A deeply divided Supreme Court upheld the ACA in 2012, treating the insurance penalty as a tax and ruling that such a tax was within Congress’s power.
With the tax no longer in place starting in 2019, the insurance mandate can no longer be upheld on that basis and is now unconstitutional, Judge O’Connor said Friday. And because the mandate is so central to how the entire ACA operates, the whole law must fall, the judge said.
In a move that stunned even many congressional Republicans, the Justice Department had also asked the court to invalidate key planks of the ACA. Those provisions include consumer protections such as the prohibition barring insurers from denying coverage to people with pre-existing conditions.
Democrats seized on the request in the November election campaign to portray Republicans as threatening the health coverage of an estimated 52 million Americans with pre-existing health conditions.
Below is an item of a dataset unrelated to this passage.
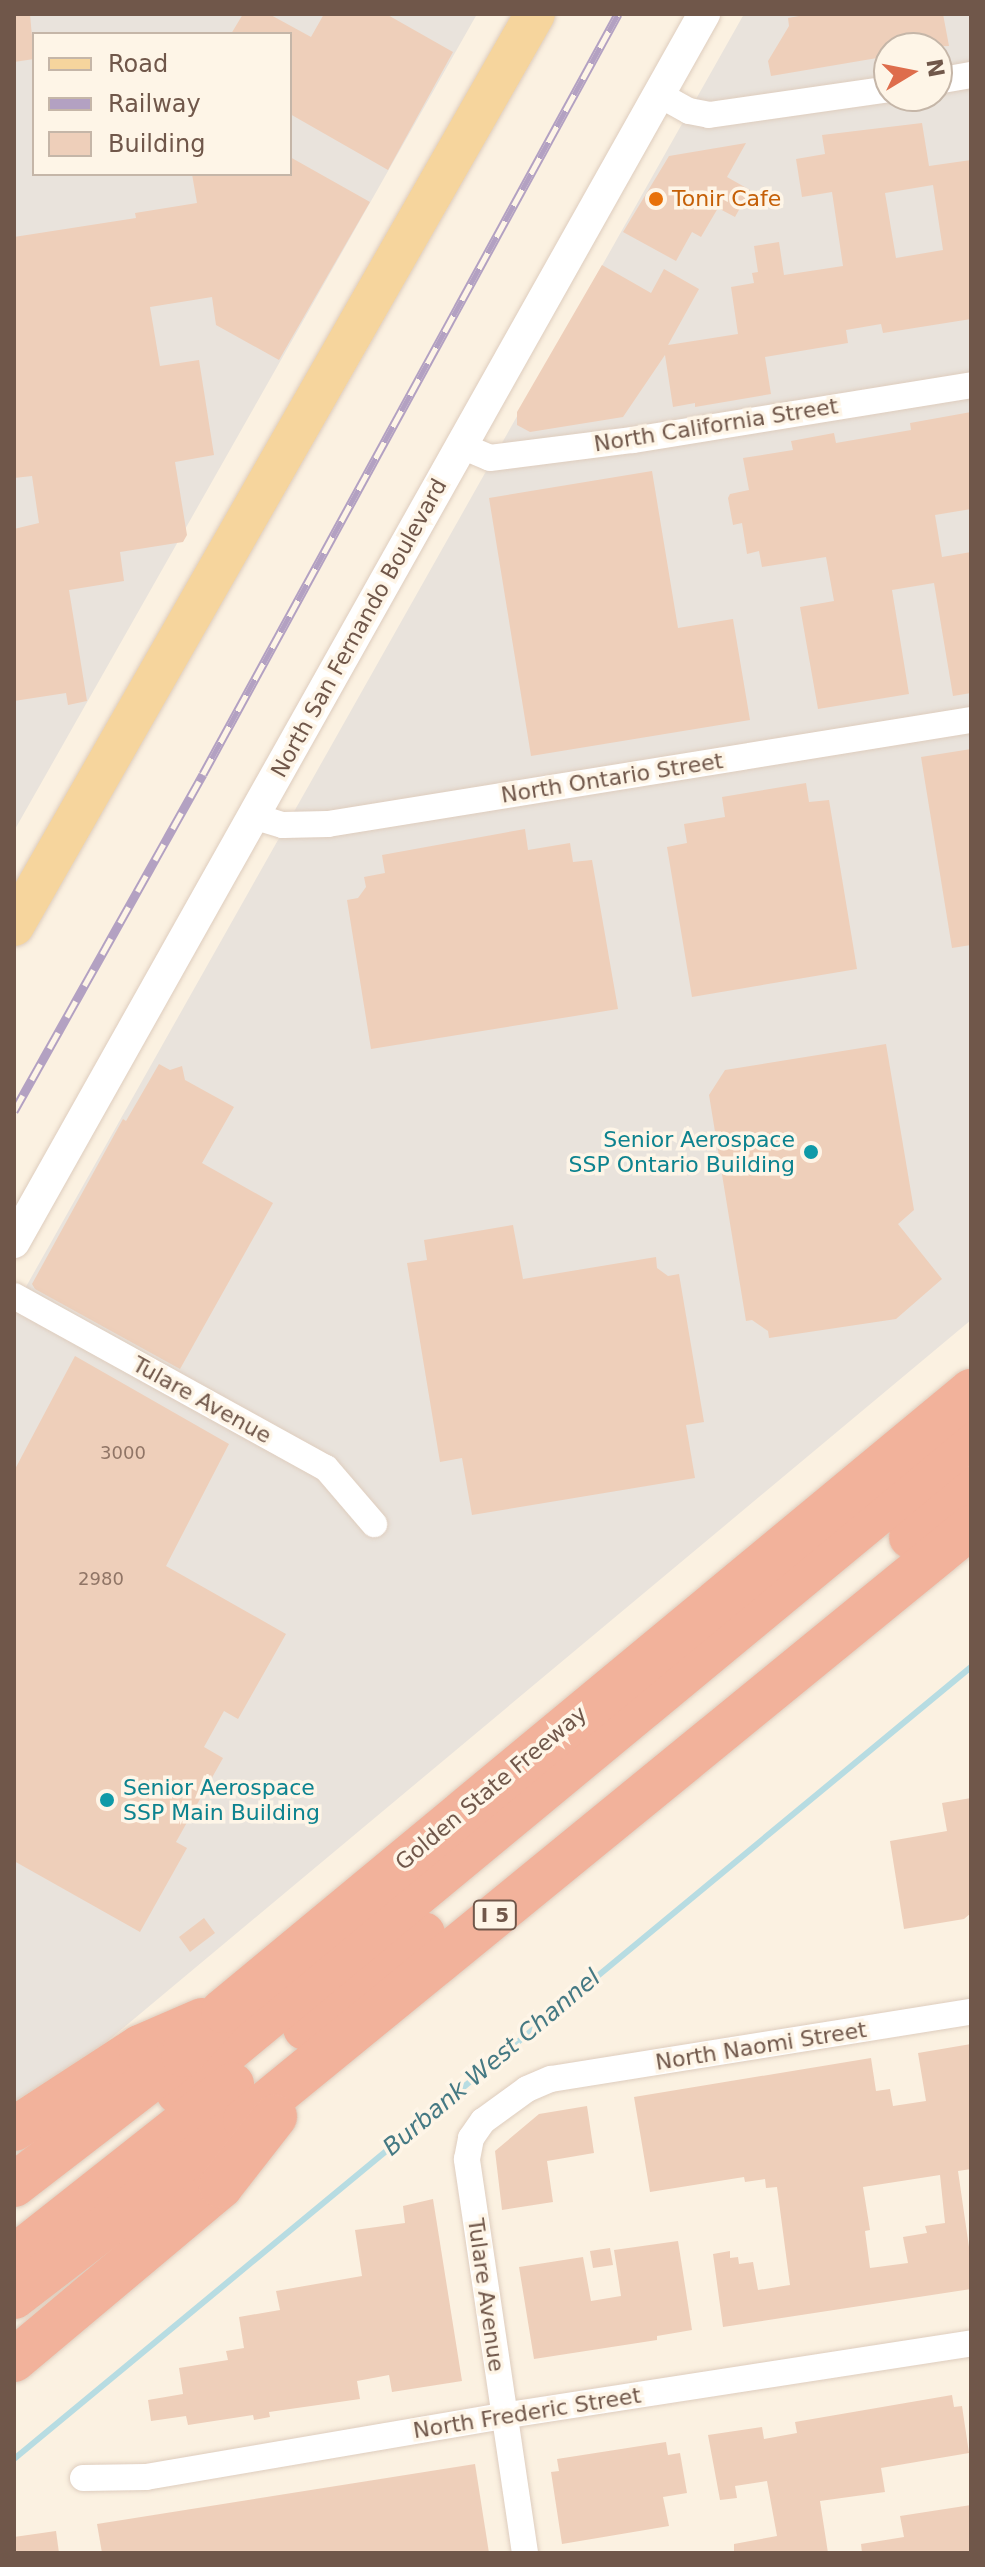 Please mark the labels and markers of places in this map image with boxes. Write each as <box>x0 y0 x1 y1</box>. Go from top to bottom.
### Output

Some congressional Republicans have introduced legislation and a House resolution aimed at preserving some pre-existing-coverage protections.
Democrats are worried about the case winding up before the Supreme Court, and many have vowed to pursue legislation next year enshrining the law’s protections for people with pre-existing conditions.
“Now with Judge Brett Kavanaugh on the Supreme Court, we have a justice who supports the president’s efforts to undermine the law he’s supposed to implement and protect,” said Margarida Jorge, executive director of Health Care for America Now, an advocacy group that backs the ACA.
Judge O’Connor had to weigh whether the Republican states had proper legal standing to even challenge the law and whether a penalty-free insurance mandate is unconstitutional-and if so, what parts of the law should be struck down.
“The individual mandate is so interwoven with the ACA’s regulations that they cannot be separated. None of them can stand,” the judge wrote in a 55-page opinion.
An ideological cross section of legal experts questioned whether the ruling would stand up on appeal, especially given that Congress’s action in 2017 left most of the law in place.
The ruling also strikes at the ACA markets’ newfound stability-heading into 2019, premiums haven’t been spiking sharply, as in past years, and insurers were expanding their footprints, after previous withdrawals.
Because insurers have already signed on the dotted line to offer plans next year and locked in their rates, they likely can’t make changes until 2020. But as the case moves forward through higher courts, insurers will need to be weighing their offerings for 2020-first filings are due in some states in late spring.
“If this awful ruling is upheld in the higher courts, it will be a disaster for tens of millions of American families, especially for people with pre-existing conditions,” said Sen. Chuck Schumer (D., NY).